On a 8 bit CPU it will typically not matter at all (the second bullet below may apply, though). On a 16 bit CPU it will typically have some consequence to do a read which is not aligned to the byte width of the CPU. The possible consequences include:
- Performance penalty since the operation involves more memory fetches than aligned read.
- Performance penalty or faulty behavior if the operation breaks assumptions/requirements of the memory cache system.
- Causing an otherwise atomic operation to become non-atomic (which can be a serious issue if the variable is shared between execution threads, including interrupts).
- Triggering a CPU error (which will typically terminate the program or enter an error state).
It should be mentioned that unaligned access can happen due to subtle reasons. I have experienced that compiler optimization of initialization of a structure (only with char members) caused a hard fault because the struct was not aligned as the compiler expected.
About the performance measurements in the question: the time spans are very short and may be affected by system interrupts running in between the time readings. To get reliable results, an analysis of average and deviations over many iterations should be made.
That being said, the results seem to show a performance penalty of unaligned access within what could be expected.
CodePudding user response:
Generally, you should care.
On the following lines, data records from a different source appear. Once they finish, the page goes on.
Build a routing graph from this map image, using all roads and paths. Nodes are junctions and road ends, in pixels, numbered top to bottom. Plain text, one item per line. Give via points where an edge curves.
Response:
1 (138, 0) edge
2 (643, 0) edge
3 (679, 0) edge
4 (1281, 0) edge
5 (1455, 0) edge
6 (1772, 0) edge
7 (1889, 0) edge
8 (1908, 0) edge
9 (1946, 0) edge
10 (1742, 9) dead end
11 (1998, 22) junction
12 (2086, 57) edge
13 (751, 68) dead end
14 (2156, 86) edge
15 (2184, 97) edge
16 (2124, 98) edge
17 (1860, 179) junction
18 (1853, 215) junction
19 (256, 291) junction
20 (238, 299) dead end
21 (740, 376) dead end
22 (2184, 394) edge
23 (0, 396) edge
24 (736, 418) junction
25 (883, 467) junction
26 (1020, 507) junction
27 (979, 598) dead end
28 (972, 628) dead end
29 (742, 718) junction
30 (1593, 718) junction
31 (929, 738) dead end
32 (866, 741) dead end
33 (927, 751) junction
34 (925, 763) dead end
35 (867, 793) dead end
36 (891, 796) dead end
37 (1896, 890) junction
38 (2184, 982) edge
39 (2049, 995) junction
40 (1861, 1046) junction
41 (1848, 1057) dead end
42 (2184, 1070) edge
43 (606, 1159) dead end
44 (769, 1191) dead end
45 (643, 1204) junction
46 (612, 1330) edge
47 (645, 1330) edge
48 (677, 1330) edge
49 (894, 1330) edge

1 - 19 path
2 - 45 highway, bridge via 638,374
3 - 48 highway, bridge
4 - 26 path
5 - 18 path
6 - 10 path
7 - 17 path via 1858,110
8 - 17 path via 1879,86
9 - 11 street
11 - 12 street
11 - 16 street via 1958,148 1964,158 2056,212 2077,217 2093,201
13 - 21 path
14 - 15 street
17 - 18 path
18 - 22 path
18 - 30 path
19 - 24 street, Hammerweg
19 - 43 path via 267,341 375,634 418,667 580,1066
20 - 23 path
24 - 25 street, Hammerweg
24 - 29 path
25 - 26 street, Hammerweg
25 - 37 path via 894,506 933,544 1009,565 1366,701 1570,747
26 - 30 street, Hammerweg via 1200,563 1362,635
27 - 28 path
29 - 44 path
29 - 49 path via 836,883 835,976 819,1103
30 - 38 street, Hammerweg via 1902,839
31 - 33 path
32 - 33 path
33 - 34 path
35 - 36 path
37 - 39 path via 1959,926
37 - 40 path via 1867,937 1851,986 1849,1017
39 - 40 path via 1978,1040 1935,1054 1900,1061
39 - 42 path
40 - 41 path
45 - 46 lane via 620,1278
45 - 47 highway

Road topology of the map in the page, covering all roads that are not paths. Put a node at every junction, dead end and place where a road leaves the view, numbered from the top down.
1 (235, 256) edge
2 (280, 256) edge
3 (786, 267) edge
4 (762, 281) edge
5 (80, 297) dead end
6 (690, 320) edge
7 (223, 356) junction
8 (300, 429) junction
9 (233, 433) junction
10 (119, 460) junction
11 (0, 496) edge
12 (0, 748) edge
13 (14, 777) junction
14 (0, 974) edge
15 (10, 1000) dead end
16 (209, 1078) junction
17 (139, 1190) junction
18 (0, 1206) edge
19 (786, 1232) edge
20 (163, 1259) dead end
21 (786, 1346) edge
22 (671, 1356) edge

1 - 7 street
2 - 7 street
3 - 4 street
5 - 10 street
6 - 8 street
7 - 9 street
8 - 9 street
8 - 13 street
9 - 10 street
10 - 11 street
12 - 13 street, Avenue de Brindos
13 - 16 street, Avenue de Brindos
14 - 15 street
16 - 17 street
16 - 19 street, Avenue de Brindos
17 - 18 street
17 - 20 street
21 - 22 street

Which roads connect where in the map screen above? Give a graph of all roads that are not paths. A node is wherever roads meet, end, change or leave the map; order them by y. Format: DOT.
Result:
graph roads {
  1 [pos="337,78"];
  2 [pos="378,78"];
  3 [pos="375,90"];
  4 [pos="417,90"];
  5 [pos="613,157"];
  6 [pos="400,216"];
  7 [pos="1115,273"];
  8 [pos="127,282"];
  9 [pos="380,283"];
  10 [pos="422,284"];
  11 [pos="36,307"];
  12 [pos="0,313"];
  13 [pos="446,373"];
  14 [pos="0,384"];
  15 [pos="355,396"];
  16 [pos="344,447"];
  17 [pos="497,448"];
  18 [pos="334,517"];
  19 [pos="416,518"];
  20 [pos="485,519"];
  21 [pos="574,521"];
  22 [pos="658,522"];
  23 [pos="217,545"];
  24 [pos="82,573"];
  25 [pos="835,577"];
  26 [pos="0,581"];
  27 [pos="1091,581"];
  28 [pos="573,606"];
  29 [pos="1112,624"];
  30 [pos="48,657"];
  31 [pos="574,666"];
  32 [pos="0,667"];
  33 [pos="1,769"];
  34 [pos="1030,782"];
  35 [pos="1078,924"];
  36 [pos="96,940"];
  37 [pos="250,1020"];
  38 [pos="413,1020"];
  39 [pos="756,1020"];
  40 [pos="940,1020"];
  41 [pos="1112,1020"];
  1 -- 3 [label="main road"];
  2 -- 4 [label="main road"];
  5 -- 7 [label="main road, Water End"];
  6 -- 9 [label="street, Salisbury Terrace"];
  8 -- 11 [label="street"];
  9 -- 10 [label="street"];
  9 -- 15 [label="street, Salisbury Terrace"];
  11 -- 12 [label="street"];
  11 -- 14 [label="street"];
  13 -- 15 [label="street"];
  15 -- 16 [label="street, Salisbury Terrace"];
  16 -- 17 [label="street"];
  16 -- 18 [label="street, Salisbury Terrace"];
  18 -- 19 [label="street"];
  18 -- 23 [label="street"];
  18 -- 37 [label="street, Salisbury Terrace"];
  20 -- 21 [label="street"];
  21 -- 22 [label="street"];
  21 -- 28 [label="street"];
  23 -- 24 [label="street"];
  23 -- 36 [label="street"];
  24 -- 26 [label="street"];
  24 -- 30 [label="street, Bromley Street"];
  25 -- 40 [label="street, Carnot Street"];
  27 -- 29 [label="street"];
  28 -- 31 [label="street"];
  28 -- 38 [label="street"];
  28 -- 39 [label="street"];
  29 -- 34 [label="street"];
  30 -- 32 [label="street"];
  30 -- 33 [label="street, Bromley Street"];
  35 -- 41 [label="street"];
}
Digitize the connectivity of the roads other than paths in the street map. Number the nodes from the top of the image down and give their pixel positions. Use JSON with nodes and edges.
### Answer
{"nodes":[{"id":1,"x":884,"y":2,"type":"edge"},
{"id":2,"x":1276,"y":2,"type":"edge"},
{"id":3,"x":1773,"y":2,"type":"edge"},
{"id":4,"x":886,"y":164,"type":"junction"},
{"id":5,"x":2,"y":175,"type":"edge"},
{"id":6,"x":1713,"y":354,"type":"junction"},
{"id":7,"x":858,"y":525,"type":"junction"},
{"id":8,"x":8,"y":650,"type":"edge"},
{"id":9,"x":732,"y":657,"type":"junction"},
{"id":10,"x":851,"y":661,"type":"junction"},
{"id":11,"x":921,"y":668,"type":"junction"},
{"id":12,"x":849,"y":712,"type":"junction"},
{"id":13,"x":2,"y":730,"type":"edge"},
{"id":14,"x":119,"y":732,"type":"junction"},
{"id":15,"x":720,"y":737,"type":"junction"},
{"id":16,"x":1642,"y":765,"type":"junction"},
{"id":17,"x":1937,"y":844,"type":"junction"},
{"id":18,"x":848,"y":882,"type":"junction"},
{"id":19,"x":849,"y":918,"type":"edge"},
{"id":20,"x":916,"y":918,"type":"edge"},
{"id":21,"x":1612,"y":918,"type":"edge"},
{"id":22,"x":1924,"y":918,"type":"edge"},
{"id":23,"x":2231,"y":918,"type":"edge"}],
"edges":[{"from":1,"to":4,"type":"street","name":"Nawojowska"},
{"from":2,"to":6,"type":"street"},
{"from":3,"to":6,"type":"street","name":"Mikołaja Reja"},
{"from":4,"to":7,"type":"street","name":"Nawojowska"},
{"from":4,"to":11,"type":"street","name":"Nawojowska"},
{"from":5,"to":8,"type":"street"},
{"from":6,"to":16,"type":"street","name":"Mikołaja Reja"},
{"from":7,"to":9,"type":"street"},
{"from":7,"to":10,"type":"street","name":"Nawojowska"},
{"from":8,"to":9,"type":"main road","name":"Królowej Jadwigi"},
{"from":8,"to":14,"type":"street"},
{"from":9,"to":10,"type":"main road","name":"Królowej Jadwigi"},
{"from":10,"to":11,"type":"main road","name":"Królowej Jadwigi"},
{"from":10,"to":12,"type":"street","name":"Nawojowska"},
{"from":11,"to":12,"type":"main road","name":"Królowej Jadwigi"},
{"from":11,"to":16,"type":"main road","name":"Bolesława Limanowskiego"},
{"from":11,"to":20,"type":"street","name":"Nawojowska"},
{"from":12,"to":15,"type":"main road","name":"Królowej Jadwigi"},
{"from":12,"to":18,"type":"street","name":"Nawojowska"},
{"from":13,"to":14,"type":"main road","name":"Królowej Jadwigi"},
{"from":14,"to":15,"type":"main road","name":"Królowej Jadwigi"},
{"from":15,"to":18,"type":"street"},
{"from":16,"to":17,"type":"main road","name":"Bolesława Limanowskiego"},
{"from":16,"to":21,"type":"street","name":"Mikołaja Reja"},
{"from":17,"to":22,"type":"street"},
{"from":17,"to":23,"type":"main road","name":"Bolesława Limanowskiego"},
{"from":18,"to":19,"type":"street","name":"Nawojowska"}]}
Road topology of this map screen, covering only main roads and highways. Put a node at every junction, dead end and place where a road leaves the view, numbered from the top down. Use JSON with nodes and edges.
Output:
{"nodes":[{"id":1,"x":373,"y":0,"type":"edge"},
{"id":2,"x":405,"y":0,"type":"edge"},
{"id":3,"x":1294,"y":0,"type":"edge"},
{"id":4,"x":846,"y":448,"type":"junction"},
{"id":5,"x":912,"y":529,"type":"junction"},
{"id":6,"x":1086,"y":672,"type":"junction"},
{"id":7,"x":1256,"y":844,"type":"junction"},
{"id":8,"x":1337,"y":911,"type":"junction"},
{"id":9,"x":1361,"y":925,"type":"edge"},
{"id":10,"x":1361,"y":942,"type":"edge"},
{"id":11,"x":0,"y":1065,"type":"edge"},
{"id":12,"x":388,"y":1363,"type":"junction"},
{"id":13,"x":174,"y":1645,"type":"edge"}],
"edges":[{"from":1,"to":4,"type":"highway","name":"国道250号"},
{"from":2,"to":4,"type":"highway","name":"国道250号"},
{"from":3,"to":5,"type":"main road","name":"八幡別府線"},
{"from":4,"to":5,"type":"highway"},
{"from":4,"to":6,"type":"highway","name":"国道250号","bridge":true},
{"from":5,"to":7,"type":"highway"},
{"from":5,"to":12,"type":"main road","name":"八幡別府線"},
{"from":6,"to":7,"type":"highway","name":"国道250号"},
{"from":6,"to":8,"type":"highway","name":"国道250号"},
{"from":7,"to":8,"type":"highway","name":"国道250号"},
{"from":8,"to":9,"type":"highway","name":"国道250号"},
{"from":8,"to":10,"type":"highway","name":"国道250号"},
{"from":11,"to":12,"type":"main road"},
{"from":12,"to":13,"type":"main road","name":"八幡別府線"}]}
Use memcpy both ways:
static inline int32_t unwacky_int32(wacky_int32_t number)
{
int32_t r;
memcpy(&r, number WACKY_OFFSET, sizeof(int32_t));
return r;
}
The compiler should be able to optimize that to produce optimal code, so there's no performace worry, so there is really no reason write non-portable (doesn't work on some CPUs, generates bus error due to alignment) code.
CodePudding user response:
The issue with unaligned access is not that it might be slower.
The issue with unaligned access is not that it might be unpredictably slower.
No, the issue with unaligned access is not that it might not work at all.
Unaligned access is undefined behavior, and undefined behavior is, usually, poison.
And you absolutely can not derive a useful conclusion about undefined behavior by trying it and observing that it seems to work on your machine (today).
If you're trying to write a useful program, you want one that works everywhere, every day, on anyone's machine.
"Works on my machine" is not a useful certification.